#### WHAT NEEDS TO BE DONE
I'd like every entry transcribed word for word, with no pictures.
::::::::
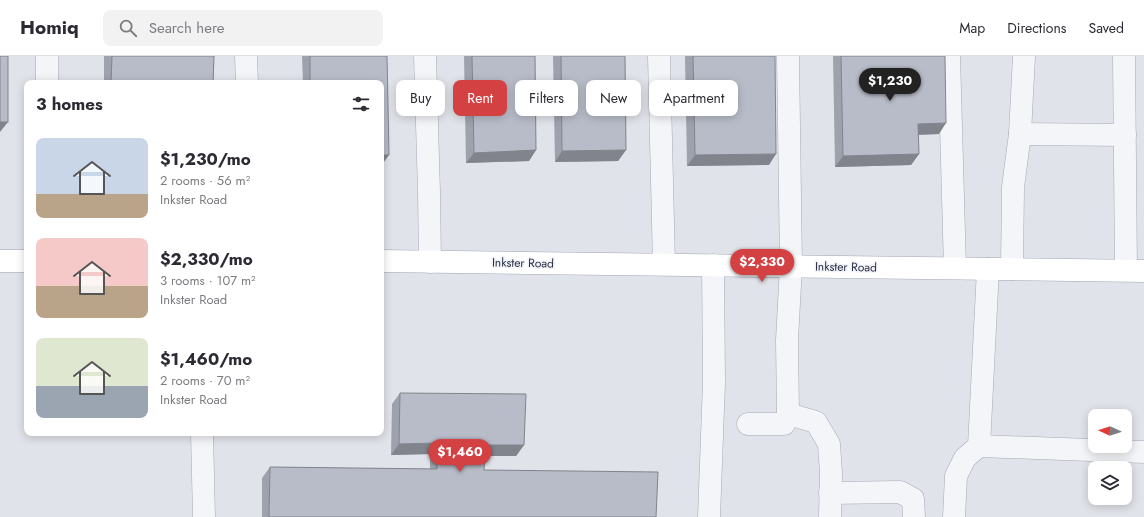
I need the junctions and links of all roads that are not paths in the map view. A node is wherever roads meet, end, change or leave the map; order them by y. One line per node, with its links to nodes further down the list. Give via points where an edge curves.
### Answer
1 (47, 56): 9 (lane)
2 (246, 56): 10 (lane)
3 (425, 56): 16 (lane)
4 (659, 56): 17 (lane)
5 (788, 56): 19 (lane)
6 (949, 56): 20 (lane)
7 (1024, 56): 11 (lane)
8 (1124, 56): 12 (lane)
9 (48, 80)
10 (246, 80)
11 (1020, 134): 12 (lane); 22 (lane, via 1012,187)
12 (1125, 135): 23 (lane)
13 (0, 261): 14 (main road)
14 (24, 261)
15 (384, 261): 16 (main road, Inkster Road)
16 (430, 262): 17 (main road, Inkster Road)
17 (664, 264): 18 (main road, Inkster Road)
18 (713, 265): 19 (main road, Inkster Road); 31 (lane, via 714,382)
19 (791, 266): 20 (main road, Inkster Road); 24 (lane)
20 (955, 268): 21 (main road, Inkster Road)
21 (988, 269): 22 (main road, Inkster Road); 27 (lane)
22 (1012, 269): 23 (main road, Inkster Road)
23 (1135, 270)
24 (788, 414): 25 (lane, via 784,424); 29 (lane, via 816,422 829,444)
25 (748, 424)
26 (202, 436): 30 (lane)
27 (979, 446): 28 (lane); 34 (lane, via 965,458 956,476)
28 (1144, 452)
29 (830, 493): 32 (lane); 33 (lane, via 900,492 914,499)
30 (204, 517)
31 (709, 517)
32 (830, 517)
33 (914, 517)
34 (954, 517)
::::::::
#### RESULT
I need the junctions and links of all roads that are not paths in the map view. A node is wherever roads meet, end, change or leave the map; order them by y. One line per node, with its links to nodes further down the list. Give via points where an edge curves.
### Answer
1 (47, 56): 9 (lane)
2 (246, 56): 10 (lane)
3 (425, 56): 16 (lane)
4 (659, 56): 17 (lane)
5 (788, 56): 19 (lane)
6 (949, 56): 20 (lane)
7 (1024, 56): 11 (lane)
8 (1124, 56): 12 (lane)
9 (48, 80)
10 (246, 80)
11 (1020, 134): 12 (lane); 22 (lane, via 1012,187)
12 (1125, 135): 23 (lane)
13 (0, 261): 14 (main road)
14 (24, 261)
15 (384, 261): 16 (main road, Inkster Road)
16 (430, 262): 17 (main road, Inkster Road)
17 (664, 264): 18 (main road, Inkster Road)
18 (713, 265): 19 (main road, Inkster Road); 31 (lane, via 714,382)
19 (791, 266): 20 (main road, Inkster Road); 24 (lane)
20 (955, 268): 21 (main road, Inkster Road)
21 (988, 269): 22 (main road, Inkster Road); 27 (lane)
22 (1012, 269): 23 (main road, Inkster Road)
23 (1135, 270)
24 (788, 414): 25 (lane, via 784,424); 29 (lane, via 816,422 829,444)
25 (748, 424)
26 (202, 436): 30 (lane)
27 (979, 446): 28 (lane); 34 (lane, via 965,458 956,476)
28 (1144, 452)
29 (830, 493): 32 (lane); 33 (lane, via 900,492 914,499)
30 (204, 517)
31 (709, 517)
32 (830, 517)
33 (914, 517)
34 (954, 517)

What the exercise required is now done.